Love should be the silver thread that runs through all your conduct. Kindness, gentleness, long-suffering, forbearance, patience, sympathy, a willingness to enter into childish troubles, a readiness to take part in childish joys, — these are the cords by which a child may be led most easily, — these are the clues you must follow if you would find the way to his heart.

Few are to be found, even among grown-up people, who are not more easy to draw than to drive. There is that in all our minds which rises in arms against compulsion; we set up our backs and stiffen our necks at the very idea of a forced obedience.

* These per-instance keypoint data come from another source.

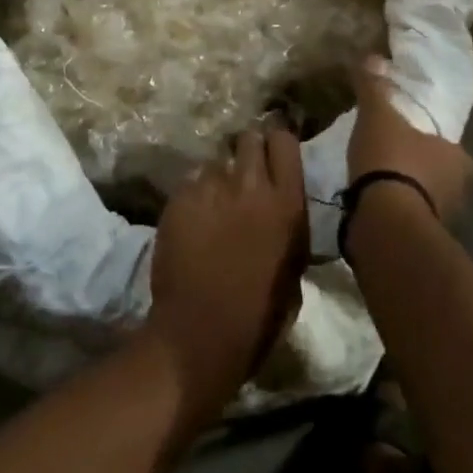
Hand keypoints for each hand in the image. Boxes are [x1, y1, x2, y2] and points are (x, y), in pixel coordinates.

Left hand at [147, 128, 308, 414]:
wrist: (199, 334)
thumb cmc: (258, 317)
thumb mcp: (293, 270)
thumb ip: (288, 226)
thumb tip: (280, 209)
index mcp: (287, 204)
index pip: (284, 141)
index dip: (277, 143)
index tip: (273, 152)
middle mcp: (250, 185)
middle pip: (249, 138)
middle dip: (247, 150)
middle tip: (243, 174)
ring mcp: (211, 188)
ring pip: (215, 162)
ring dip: (218, 177)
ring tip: (214, 203)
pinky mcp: (179, 197)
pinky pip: (190, 181)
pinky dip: (193, 194)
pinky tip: (192, 218)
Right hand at [349, 56, 472, 223]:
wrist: (386, 220)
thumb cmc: (391, 160)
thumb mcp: (378, 116)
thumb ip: (375, 88)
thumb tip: (371, 56)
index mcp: (457, 157)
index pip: (449, 145)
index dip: (430, 140)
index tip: (411, 135)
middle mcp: (459, 190)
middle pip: (440, 173)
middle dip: (420, 167)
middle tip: (394, 156)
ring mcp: (443, 218)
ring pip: (427, 198)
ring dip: (409, 191)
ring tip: (380, 181)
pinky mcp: (421, 240)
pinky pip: (410, 218)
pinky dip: (396, 211)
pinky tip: (375, 204)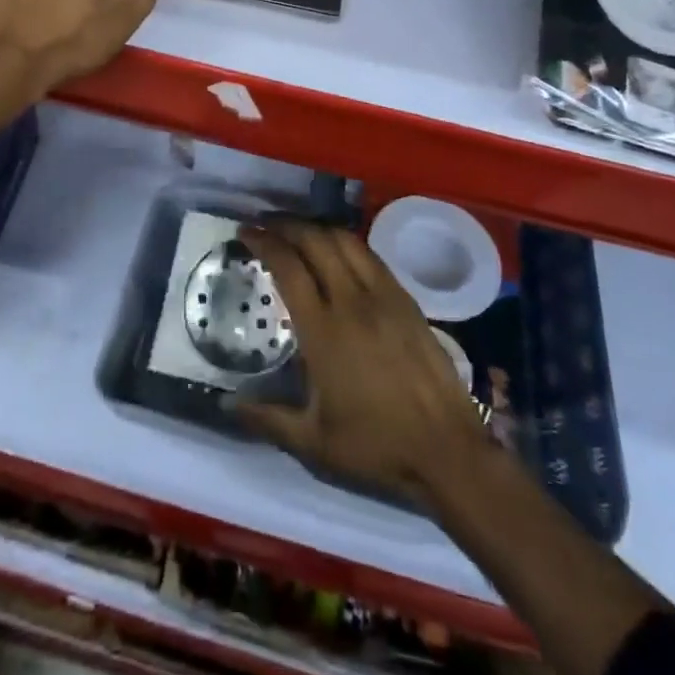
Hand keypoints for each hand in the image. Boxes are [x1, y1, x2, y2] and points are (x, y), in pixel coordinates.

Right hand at [236, 222, 494, 508]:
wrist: (447, 450)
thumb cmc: (376, 446)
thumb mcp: (313, 443)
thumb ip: (266, 418)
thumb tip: (226, 404)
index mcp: (324, 330)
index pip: (288, 267)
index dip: (264, 243)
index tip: (245, 233)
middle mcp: (352, 301)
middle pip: (316, 241)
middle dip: (286, 225)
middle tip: (265, 224)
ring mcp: (384, 296)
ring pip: (346, 241)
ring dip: (316, 228)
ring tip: (298, 230)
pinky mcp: (407, 299)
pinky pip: (370, 255)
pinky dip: (346, 242)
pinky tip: (338, 251)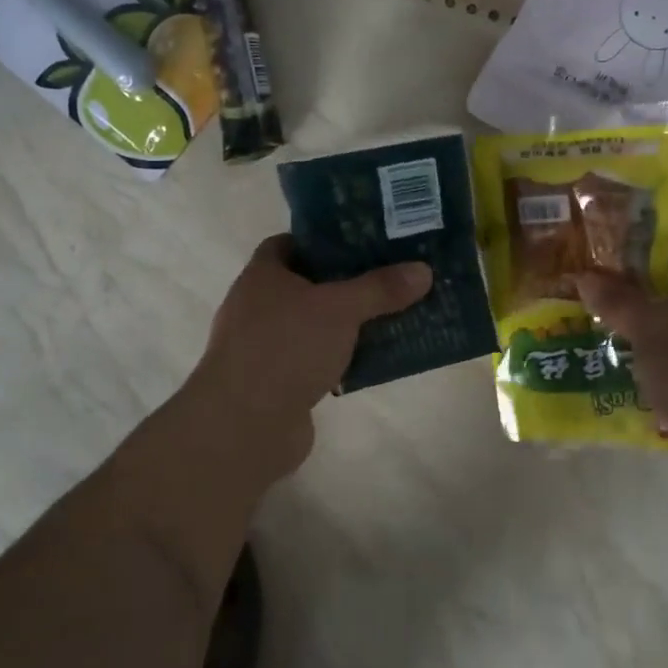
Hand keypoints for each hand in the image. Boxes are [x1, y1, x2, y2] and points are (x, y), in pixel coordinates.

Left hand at [187, 235, 432, 476]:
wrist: (244, 426)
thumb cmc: (286, 348)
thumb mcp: (340, 309)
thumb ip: (380, 288)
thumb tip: (424, 270)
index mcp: (262, 276)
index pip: (289, 243)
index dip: (323, 240)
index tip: (361, 243)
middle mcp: (256, 306)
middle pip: (306, 284)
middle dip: (344, 282)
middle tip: (387, 277)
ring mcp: (264, 347)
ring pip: (313, 324)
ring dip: (345, 323)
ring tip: (389, 316)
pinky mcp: (275, 383)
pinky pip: (314, 359)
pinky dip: (339, 357)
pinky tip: (371, 360)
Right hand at [575, 238, 667, 496]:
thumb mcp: (648, 330)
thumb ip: (617, 300)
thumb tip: (586, 275)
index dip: (645, 252)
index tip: (609, 268)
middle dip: (641, 296)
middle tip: (602, 304)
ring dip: (651, 334)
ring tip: (611, 340)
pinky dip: (666, 364)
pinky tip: (636, 376)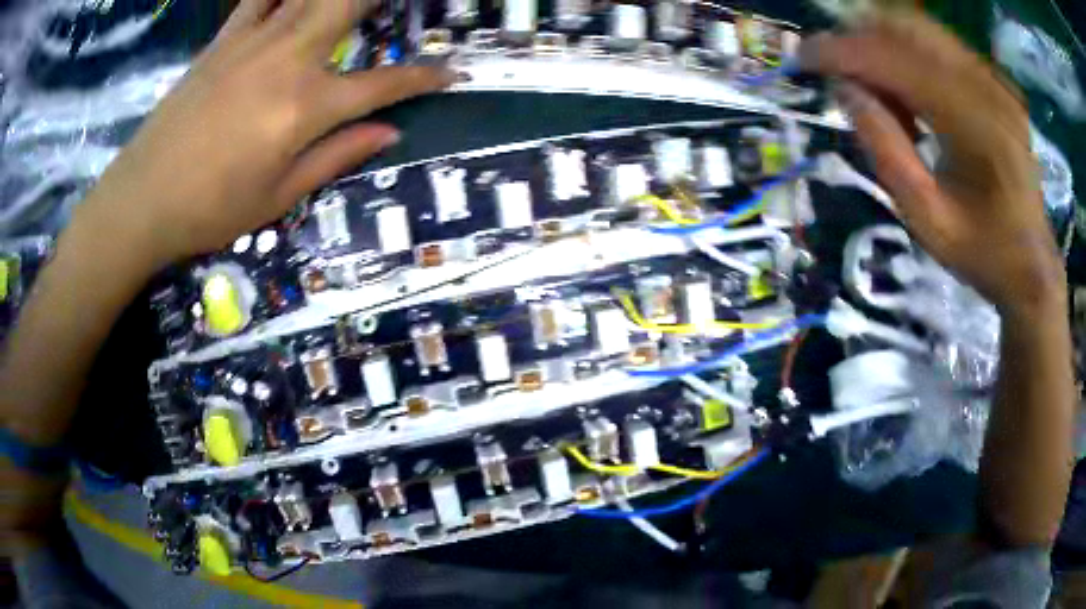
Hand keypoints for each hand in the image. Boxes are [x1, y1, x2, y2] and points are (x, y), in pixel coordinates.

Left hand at [83, 0, 454, 268]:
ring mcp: (252, 43)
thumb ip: (338, 156)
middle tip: (397, 6)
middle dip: (380, 0)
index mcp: (306, 107)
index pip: (383, 84)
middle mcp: (287, 60)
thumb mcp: (278, 197)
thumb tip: (390, 132)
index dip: (424, 78)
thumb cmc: (210, 210)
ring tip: (347, 5)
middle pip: (349, 5)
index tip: (453, 73)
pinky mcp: (223, 41)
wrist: (141, 199)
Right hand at [800, 13, 1064, 319]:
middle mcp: (987, 88)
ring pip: (923, 30)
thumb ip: (885, 151)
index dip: (844, 51)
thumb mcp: (928, 221)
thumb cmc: (985, 254)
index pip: (896, 60)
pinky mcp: (995, 84)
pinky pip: (941, 47)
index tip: (804, 58)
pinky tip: (909, 95)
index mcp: (976, 126)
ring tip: (875, 88)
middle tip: (838, 70)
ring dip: (885, 45)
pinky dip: (911, 56)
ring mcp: (994, 82)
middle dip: (862, 37)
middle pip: (908, 27)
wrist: (1034, 267)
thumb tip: (844, 90)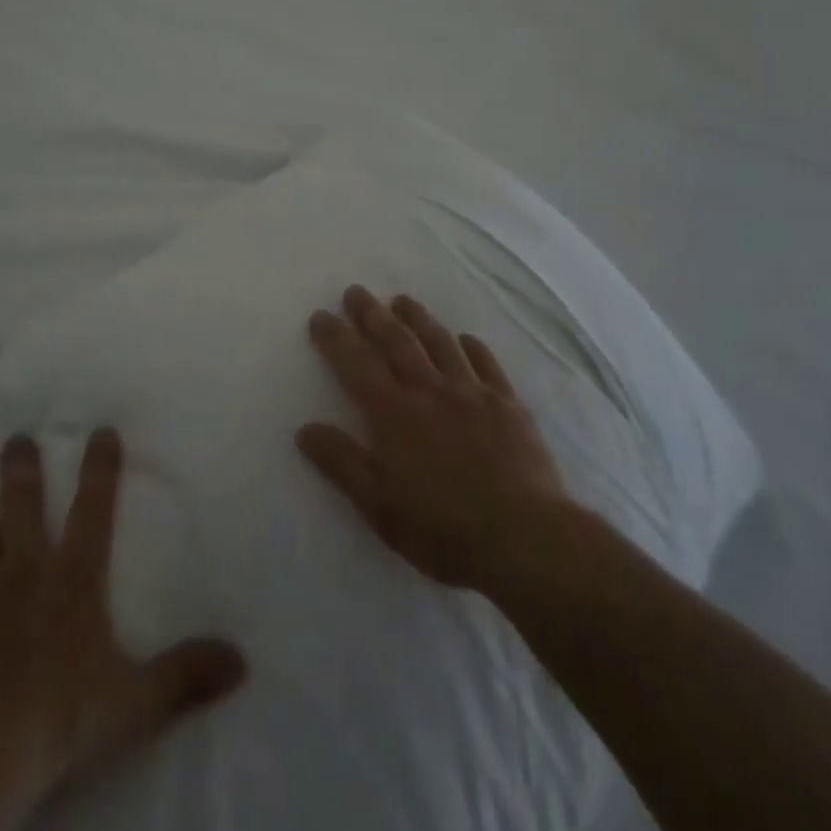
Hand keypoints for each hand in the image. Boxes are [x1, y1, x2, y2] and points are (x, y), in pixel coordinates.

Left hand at [0, 429, 248, 830]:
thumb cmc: (57, 721)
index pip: (93, 511)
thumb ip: (186, 674)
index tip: (100, 430)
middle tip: (16, 435)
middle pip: (21, 504)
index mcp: (72, 580)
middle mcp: (22, 568)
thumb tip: (242, 659)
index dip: (100, 468)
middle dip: (21, 466)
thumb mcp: (134, 702)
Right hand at [296, 286, 574, 600]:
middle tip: (357, 292)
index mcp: (395, 414)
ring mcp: (473, 395)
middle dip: (373, 315)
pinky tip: (466, 339)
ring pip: (440, 343)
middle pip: (397, 343)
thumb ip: (342, 463)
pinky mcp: (509, 406)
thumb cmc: (443, 527)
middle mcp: (430, 392)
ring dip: (418, 318)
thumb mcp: (379, 505)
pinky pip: (487, 365)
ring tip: (403, 300)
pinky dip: (472, 347)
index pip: (357, 365)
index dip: (336, 338)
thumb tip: (305, 429)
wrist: (525, 538)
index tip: (321, 316)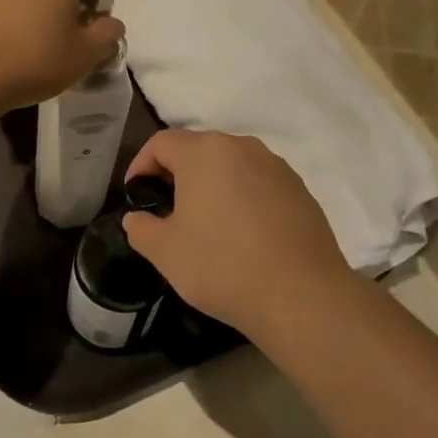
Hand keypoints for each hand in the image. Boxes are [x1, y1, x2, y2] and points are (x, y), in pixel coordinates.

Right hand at [122, 131, 355, 337]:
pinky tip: (243, 233)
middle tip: (166, 208)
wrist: (301, 295)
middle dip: (177, 173)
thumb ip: (140, 228)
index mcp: (205, 153)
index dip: (141, 164)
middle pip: (199, 149)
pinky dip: (243, 197)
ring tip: (205, 221)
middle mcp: (242, 147)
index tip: (136, 194)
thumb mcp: (165, 251)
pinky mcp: (300, 190)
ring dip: (212, 184)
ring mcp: (276, 166)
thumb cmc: (222, 265)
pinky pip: (259, 183)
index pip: (161, 142)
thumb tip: (138, 218)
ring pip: (232, 165)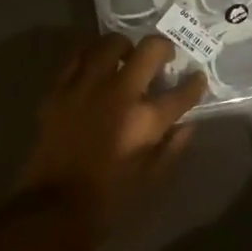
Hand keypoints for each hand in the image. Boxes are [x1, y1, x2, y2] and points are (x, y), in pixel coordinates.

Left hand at [18, 34, 205, 239]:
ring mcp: (86, 86)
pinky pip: (76, 55)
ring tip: (126, 57)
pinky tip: (95, 62)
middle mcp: (118, 94)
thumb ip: (172, 147)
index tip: (196, 78)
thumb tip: (187, 123)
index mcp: (145, 121)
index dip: (194, 83)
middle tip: (163, 58)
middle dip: (164, 48)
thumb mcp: (152, 180)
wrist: (54, 207)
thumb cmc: (110, 199)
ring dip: (125, 46)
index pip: (182, 92)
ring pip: (110, 42)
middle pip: (150, 50)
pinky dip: (90, 53)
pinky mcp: (59, 88)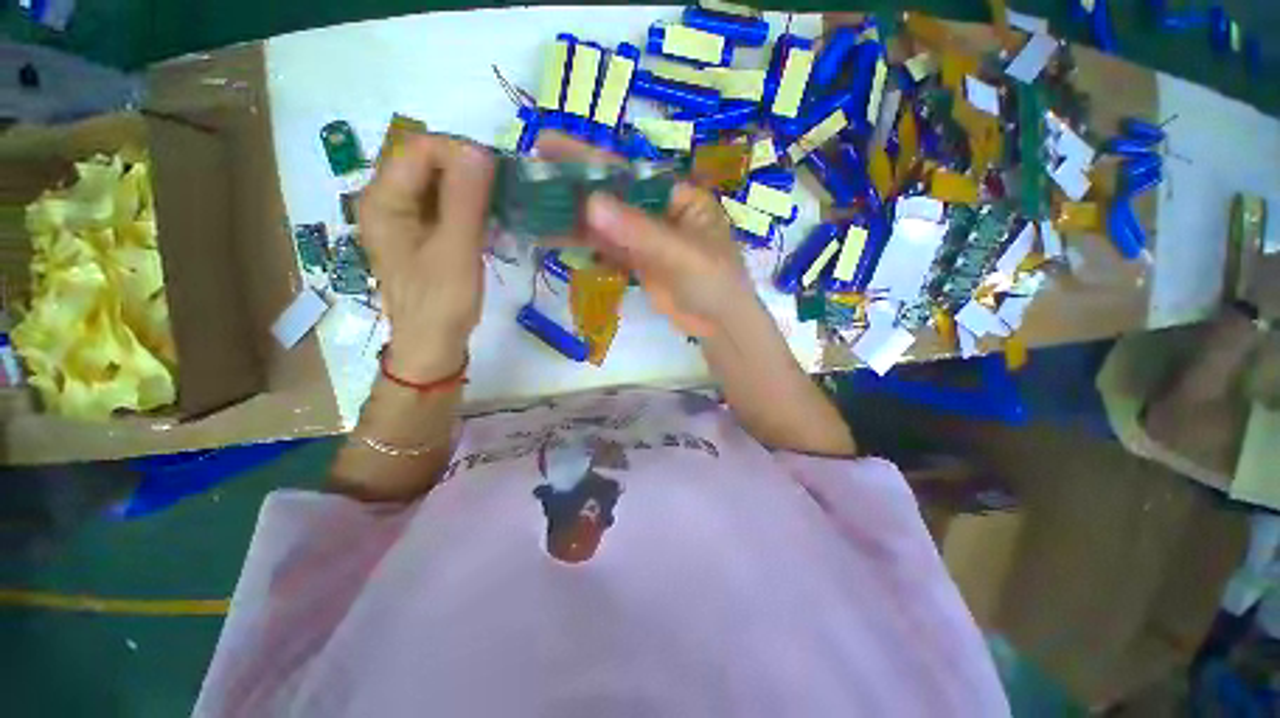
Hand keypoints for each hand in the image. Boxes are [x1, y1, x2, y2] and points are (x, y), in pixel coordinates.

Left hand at [359, 134, 495, 377]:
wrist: (433, 345)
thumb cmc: (441, 303)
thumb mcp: (456, 250)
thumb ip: (465, 200)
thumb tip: (480, 150)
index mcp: (383, 200)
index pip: (420, 149)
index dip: (460, 153)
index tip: (499, 177)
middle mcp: (387, 201)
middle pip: (428, 163)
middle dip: (469, 172)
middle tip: (504, 195)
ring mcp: (404, 218)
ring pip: (440, 184)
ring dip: (473, 191)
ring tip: (501, 209)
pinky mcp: (421, 234)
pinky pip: (445, 206)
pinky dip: (470, 208)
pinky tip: (489, 223)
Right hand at [535, 133, 754, 335]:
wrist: (718, 325)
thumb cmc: (714, 282)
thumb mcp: (681, 254)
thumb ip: (639, 231)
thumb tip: (590, 204)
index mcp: (676, 196)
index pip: (629, 173)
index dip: (589, 159)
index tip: (548, 144)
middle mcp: (657, 211)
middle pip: (611, 195)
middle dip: (571, 184)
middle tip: (527, 171)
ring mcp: (644, 238)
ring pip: (604, 222)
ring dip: (569, 215)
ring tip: (528, 205)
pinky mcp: (635, 262)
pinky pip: (605, 247)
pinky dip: (580, 243)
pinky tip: (551, 237)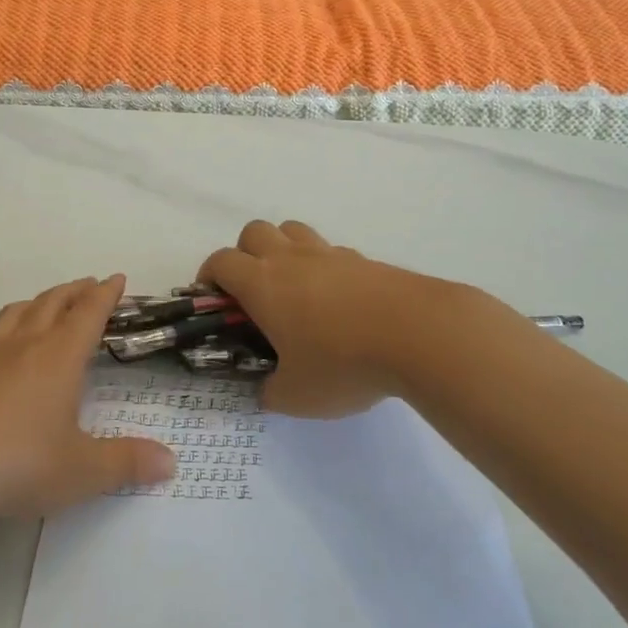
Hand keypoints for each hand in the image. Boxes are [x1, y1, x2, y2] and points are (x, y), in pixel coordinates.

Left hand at [0, 276, 176, 517]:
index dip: (105, 294)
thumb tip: (171, 462)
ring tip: (43, 304)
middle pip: (52, 303)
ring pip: (13, 313)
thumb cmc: (17, 463)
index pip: (88, 313)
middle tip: (87, 285)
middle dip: (73, 291)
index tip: (116, 277)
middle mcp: (23, 345)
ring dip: (34, 303)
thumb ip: (126, 463)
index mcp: (59, 357)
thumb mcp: (81, 471)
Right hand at [198, 220, 478, 418]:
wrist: (418, 333)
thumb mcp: (297, 396)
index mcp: (262, 283)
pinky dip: (322, 265)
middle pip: (254, 231)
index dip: (209, 275)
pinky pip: (329, 251)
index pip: (221, 261)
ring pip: (292, 230)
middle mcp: (290, 259)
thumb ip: (271, 392)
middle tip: (253, 292)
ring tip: (292, 287)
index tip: (213, 299)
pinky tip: (337, 300)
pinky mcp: (363, 259)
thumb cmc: (343, 363)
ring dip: (282, 249)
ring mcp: (329, 254)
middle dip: (244, 254)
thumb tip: (266, 390)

We are like young horses in the hand of a breaker: handle them kindly, and make much of them, and by and by you may guide them with thread; use them roughly and violently, and it will be many a month before you get the mastery of them at all.

Now children’s minds are cast in much the same mould as our own. Sternness and severity of manner chill them and throw them back. It shuts up their hearts, and you will weary yourself to find the door. But let them only see that you have an affectionate feeling towards them, — that you are really desirous to make them happy, and do them good, — that if you punish them, it is intended for their profit, and that, like the pelican, you would give your heart’s blood to nourish their souls; let them see this, I say, and they will soon be all your own. But they must be wooed with kindness, if their attention is ever to be won.

 

And surely reason itself might teach us this lesson. Children are weak and tender creatures, and, as such, they need patient and considerate treatment. We must handle them delicately, like frail machines, lest by rough fingering we do more harm than good. They are like young plants, and need gentle watering, — often, but little at a time.

We must not expect all things at once. We must remember what children are, and teach them as they are able to bear. Their minds are like a lump of metal — not to be forged and made useful at once, but only by a succession of little blows. Their understandings are like narrow-necked vessels: we must pour in the wine of knowledge gradually, or much of it will be spilled and lost. “Line upon line, and precept upon precept, here a little and there a little,” must be our rule. The whetstone does its work slowly, but frequent rubbing will bring the scythe to a fine edge. Truly there is need of patience in training a child, but without it nothing can be done.

Nothing will compensate for the absence of this tenderness and love. A minister may speak the truth as it is in Jesus, clearly, forcibly, unanswerably; but if he does not speak it in love, few souls will be won. Just so you must set before your children their duty, — command, threaten, punish, reason, — but if affection be wanting in your treatment, your labour will be all in vain.

Love is one grand secret of successful training. Anger and harshness may frighten, but they will not persuade the child that you are right; and if he sees you often out of temper, you will soon cease to have his respect. A father who speaks to his son as Saul did to Jonathan (1 Sam. 20:30), need not expect to retain his influence over that son’s mind.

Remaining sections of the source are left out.